当院には男性看護師の自主運営組織「ナースマンの会」があり、意見・情報交換やネットワーク形成などの交流を行っています。まだ男性看護師は看護職全体の1割程度なので、まずは2割に増やすことを目指しています。

主体的に学び、キャリアを紡ぐ
自律した看護師を育てたい

—貴院の看護部は、時代や社会の変化に対応し、未来の看護を視野に入れながら、進化と変化を続けています。新しいトピックスがあれば、ぜひお聞かせください。

 病院の機能分化が進むにつれて、当院の高度急性期医療を支える看護師の力がますます必要になります。そこで病院の方針として、看護師の採用人数を増加しました。
 ただし、私たちが求めているのは単なるマンパワーではありません。看護師である限り、学びながら、看護の力を育んでいかなければなりません。自ら学び、成長する意思のある仲間を歓迎します。同時に、看護職としての学びを支援していく体制を整えました。

—手厚い教育体制が高い評価を受けていますが、さらに内容を充実させたということでしょうか。

 看護部の中にある「教育研究支援室」を「生涯学習支援室」に変更しました。専門職である看護師が、自分のキャリアを主体的に切り開く力を高めたいという思いがあります。
 若い看護師たちには、この先、社会や自身の環境の変化が待ち受けているでしょう。看護実践の場が当院ではなく、国内外のどこかに移るかもしれません。しかし、どのような変化があっても、看護職としてのキャリアの主人公は自分自身です。キャリアとそれに伴う専門職としての学びは生涯にわたり、途切れることなく続きます。
 看護部では、主体的にキャリアを紡いでいける看護師を育成し、その学びを支援していきたいと考えています。

—主体的に学ぶというのは、意外に難しいのではないでしょうか?

 そのとおりです。特に学生時代の学び方と、臨床で働きながらの学び方には、大きな違いがあります。まずは自ら学習サイクルを回せるようになるための支援が必要だと考えています。そこで、新しいツールなども取り入れながら、学生の学びから社会人としての学びに切り替えるための支援を整えました。

—どのような支援でしょうか? 具体的にお聞かせください。

 各部署で、2年間の成長の標準的な道筋を示した標準学習モデルを整備しました。各時期の標準的な到達目標や習得項目をキャリアラダーの各評価項目と照らしながら可視化したものです。新人看護師はこのモデルを活用して自らの進捗を把握し、プリセプターやエルダーと対話しながら、次の目標や計画を定め、実践して振り返り、学びを深めます。

—なぜ2年間なのでしょうか?

 当院のキャリアラダーでは、2年間で、標準的な看護を自立して実践できるレベルⅡへの到達を目指します。1年目は、必要に応じて助言を得て看護を実践できるレベルⅠを目指します。2年目のスタート時点では、先輩からの助言が必要なので、2年目の指導者もついているのですが、看護師から「2年目からどのように成長していけばいいのかわからなくなる」という声もありました。そこで、2年間の学習モデルを提示することで、1年目から2年目へのステップアップがスムーズにいくようにしました。最初の2年間で、自分がキャリアの主人公であることを自覚し、主体的に学び、キャリアを伸ばし続ける基盤をつくりたいと考えています。

標準化と個別化で
より良い看護を積み重ねる

—良い看護には「標準化」と「個別化」が求められると伺いました。

 新人看護師からベテランまで、すべての患者さんに根拠に基づく質の高い看護を提供すること。これが「標準化」です。そのうえで、患者さん一人ひとりの状況に合わせて、どういうアウトカムが期待できるのか、そのためには何が必要なのかを考え、最適な看護を提供していくこと。これが「個別化」です。標準化の上に個別化を積み重ねることで、一人ひとりの患者さんに応じた、さらに質の高い看護を提供できます。

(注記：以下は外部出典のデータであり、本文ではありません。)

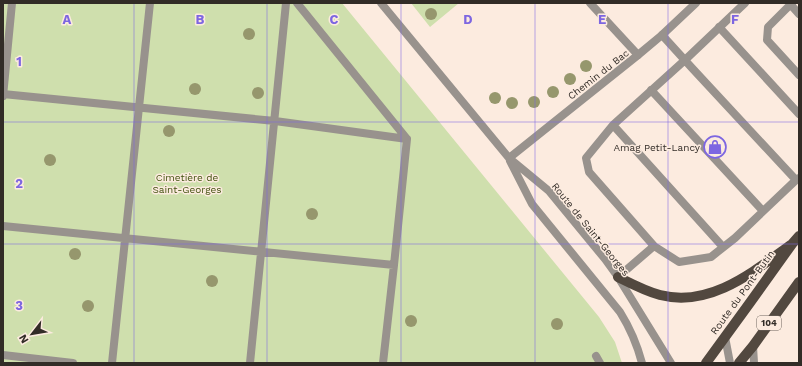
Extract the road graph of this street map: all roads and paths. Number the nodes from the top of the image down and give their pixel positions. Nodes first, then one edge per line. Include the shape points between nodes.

—標準化と個別化の関係性がよくわかりました。個別化には患者さん一人ひとりの状況に合わせて考える、判断する、創造するといった力が求められるのですね。

 はい。看護実践には常に自分自身で考えることが求められます。それが、標準化の推進や個別的な看護を創出する力でもあるからです。
 私たちは「みて、触れて、考える看護」により、「生命力を引き出す看護」を患者さんに提供しています。「みて、触れて」患者さんから得た情報を統合して考えることで「生命力を引き出す看護」が生まれます。

—考える力を育むためにも、主体性が大事なのですね。

 そのとおりです。主体性というのは自らの意思で考え、判断し、責任を持って行動することです。例えば、新人看護師はたくさんの業務を覚える必要があります。しかし、単なるタスクではなく、なぜこの業務をするのか、実践・遂行にはどのような知識・技術が必要なのか、考えてみてほしいのです。
 看護師として自分が行っていることの意味や意義を深く理解することは、実践能力の向上だけでなく、大きなやりがいにもつながります。きっと、単なる業務だと思っていたことの中にも、「これも看護なのだ」という大切な気づきや発見があるはずです。

—新人看護師の育成に力を注ぐだけでなく、キャリアが途切れることなく働き続けられるような支援にも尽力されていると伺いました。

 働き方改革を推進し、残業などのオーバーワークを減らす努力をしています。看護師の採用数を増やすことに加えて、看護補助者や保育士、クラークの確保にも取り組んでいます。育児支援制度も充実しており、約180名の看護師が育児のための時短勤務をしています。このように、学ぶ環境と働き続けられる環境の両面から、看護師の成長とキャリアの継続・向上をサポートしています。

社会が変わっても、人々の健康な生活の実現に貢献する看護師の使命は変わりません。継続的な学習に主体的に取り組み、能力の開発・維持・向上に努めましょう。それが看護師の成長と進化の源泉です。

Profile プロフィール

たけむら ゆきえ

1992年東京大学医学部保健学科卒業後、看護師として東大病院に入職、虎の門病院分院を経て大学院に進学。2006年東大病院副看護部長、2011年医科学研究所附属病院看護部長。2015年より東京大学にて教育と看護研究に従事。2022年4月より現職。